== Information supplied
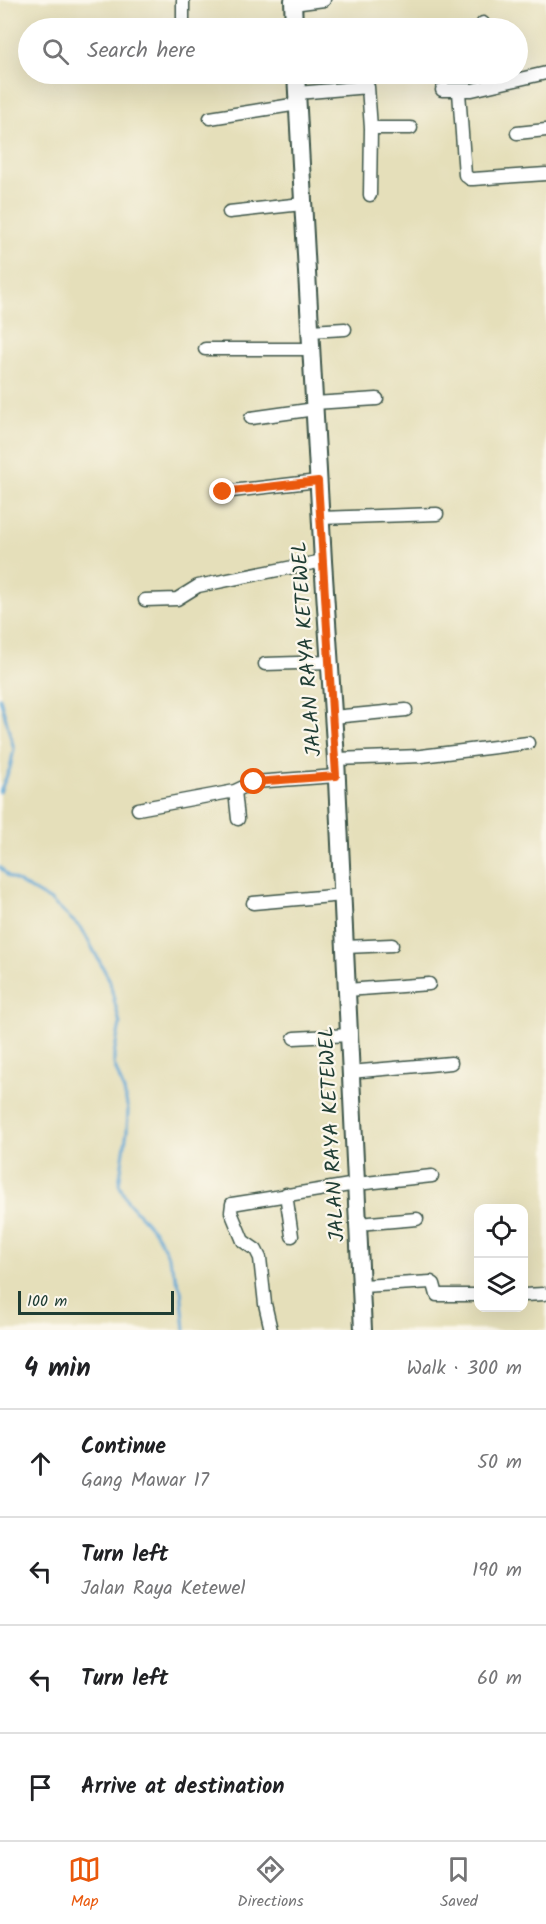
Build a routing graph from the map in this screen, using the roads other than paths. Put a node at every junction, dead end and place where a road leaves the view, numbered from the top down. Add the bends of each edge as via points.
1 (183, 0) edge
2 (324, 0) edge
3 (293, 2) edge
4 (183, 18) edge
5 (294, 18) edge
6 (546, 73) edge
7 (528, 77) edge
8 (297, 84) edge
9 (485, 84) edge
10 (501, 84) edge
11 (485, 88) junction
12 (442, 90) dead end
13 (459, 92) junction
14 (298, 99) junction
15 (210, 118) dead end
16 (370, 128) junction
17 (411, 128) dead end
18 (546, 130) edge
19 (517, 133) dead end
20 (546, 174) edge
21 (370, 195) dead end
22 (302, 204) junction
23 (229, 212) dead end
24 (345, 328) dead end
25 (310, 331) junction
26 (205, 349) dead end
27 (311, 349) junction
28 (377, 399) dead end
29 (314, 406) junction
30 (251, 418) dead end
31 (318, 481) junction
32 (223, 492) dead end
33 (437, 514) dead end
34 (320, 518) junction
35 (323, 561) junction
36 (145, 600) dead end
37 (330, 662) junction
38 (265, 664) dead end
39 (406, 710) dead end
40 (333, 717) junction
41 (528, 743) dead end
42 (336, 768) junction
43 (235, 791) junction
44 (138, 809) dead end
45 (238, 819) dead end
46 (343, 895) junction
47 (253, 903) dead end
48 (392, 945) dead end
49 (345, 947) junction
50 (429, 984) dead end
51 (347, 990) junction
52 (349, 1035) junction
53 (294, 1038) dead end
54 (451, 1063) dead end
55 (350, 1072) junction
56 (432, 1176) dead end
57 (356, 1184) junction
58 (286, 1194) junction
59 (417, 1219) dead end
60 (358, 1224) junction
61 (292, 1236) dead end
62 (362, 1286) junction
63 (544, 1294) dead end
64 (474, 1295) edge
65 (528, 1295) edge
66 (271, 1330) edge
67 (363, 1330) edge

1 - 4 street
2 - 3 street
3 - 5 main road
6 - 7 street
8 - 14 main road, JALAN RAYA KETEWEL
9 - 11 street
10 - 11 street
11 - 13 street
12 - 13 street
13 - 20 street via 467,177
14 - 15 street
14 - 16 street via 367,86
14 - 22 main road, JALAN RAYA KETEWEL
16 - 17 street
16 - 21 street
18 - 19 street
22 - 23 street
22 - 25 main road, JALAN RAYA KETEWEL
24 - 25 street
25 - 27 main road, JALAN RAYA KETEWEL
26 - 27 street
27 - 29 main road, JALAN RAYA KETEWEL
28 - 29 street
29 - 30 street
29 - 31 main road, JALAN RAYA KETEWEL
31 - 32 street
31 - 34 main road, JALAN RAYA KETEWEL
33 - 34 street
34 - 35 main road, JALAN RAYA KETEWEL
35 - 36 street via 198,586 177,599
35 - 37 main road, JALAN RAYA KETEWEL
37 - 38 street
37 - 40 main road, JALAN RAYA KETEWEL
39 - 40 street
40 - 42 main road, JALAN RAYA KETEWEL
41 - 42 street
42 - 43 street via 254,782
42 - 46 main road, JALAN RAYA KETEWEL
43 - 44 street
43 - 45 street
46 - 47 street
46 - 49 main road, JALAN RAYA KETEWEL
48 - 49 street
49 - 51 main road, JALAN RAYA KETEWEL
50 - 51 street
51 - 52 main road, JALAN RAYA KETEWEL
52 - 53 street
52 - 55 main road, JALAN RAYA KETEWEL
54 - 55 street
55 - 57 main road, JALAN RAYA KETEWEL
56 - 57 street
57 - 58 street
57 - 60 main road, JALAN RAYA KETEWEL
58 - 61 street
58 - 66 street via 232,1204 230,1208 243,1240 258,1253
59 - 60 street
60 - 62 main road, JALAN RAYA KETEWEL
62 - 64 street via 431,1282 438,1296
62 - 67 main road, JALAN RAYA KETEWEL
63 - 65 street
====
### Work instructions
Print the material exactly as given, but not the pictures.

### Response for this exercise
Build a routing graph from the map in this screen, using the roads other than paths. Put a node at every junction, dead end and place where a road leaves the view, numbered from the top down. Add the bends of each edge as via points.
1 (183, 0) edge
2 (324, 0) edge
3 (293, 2) edge
4 (183, 18) edge
5 (294, 18) edge
6 (546, 73) edge
7 (528, 77) edge
8 (297, 84) edge
9 (485, 84) edge
10 (501, 84) edge
11 (485, 88) junction
12 (442, 90) dead end
13 (459, 92) junction
14 (298, 99) junction
15 (210, 118) dead end
16 (370, 128) junction
17 (411, 128) dead end
18 (546, 130) edge
19 (517, 133) dead end
20 (546, 174) edge
21 (370, 195) dead end
22 (302, 204) junction
23 (229, 212) dead end
24 (345, 328) dead end
25 (310, 331) junction
26 (205, 349) dead end
27 (311, 349) junction
28 (377, 399) dead end
29 (314, 406) junction
30 (251, 418) dead end
31 (318, 481) junction
32 (223, 492) dead end
33 (437, 514) dead end
34 (320, 518) junction
35 (323, 561) junction
36 (145, 600) dead end
37 (330, 662) junction
38 (265, 664) dead end
39 (406, 710) dead end
40 (333, 717) junction
41 (528, 743) dead end
42 (336, 768) junction
43 (235, 791) junction
44 (138, 809) dead end
45 (238, 819) dead end
46 (343, 895) junction
47 (253, 903) dead end
48 (392, 945) dead end
49 (345, 947) junction
50 (429, 984) dead end
51 (347, 990) junction
52 (349, 1035) junction
53 (294, 1038) dead end
54 (451, 1063) dead end
55 (350, 1072) junction
56 (432, 1176) dead end
57 (356, 1184) junction
58 (286, 1194) junction
59 (417, 1219) dead end
60 (358, 1224) junction
61 (292, 1236) dead end
62 (362, 1286) junction
63 (544, 1294) dead end
64 (474, 1295) edge
65 (528, 1295) edge
66 (271, 1330) edge
67 (363, 1330) edge

1 - 4 street
2 - 3 street
3 - 5 main road
6 - 7 street
8 - 14 main road, JALAN RAYA KETEWEL
9 - 11 street
10 - 11 street
11 - 13 street
12 - 13 street
13 - 20 street via 467,177
14 - 15 street
14 - 16 street via 367,86
14 - 22 main road, JALAN RAYA KETEWEL
16 - 17 street
16 - 21 street
18 - 19 street
22 - 23 street
22 - 25 main road, JALAN RAYA KETEWEL
24 - 25 street
25 - 27 main road, JALAN RAYA KETEWEL
26 - 27 street
27 - 29 main road, JALAN RAYA KETEWEL
28 - 29 street
29 - 30 street
29 - 31 main road, JALAN RAYA KETEWEL
31 - 32 street
31 - 34 main road, JALAN RAYA KETEWEL
33 - 34 street
34 - 35 main road, JALAN RAYA KETEWEL
35 - 36 street via 198,586 177,599
35 - 37 main road, JALAN RAYA KETEWEL
37 - 38 street
37 - 40 main road, JALAN RAYA KETEWEL
39 - 40 street
40 - 42 main road, JALAN RAYA KETEWEL
41 - 42 street
42 - 43 street via 254,782
42 - 46 main road, JALAN RAYA KETEWEL
43 - 44 street
43 - 45 street
46 - 47 street
46 - 49 main road, JALAN RAYA KETEWEL
48 - 49 street
49 - 51 main road, JALAN RAYA KETEWEL
50 - 51 street
51 - 52 main road, JALAN RAYA KETEWEL
52 - 53 street
52 - 55 main road, JALAN RAYA KETEWEL
54 - 55 street
55 - 57 main road, JALAN RAYA KETEWEL
56 - 57 street
57 - 58 street
57 - 60 main road, JALAN RAYA KETEWEL
58 - 61 street
58 - 66 street via 232,1204 230,1208 243,1240 258,1253
59 - 60 street
60 - 62 main road, JALAN RAYA KETEWEL
62 - 64 street via 431,1282 438,1296
62 - 67 main road, JALAN RAYA KETEWEL
63 - 65 street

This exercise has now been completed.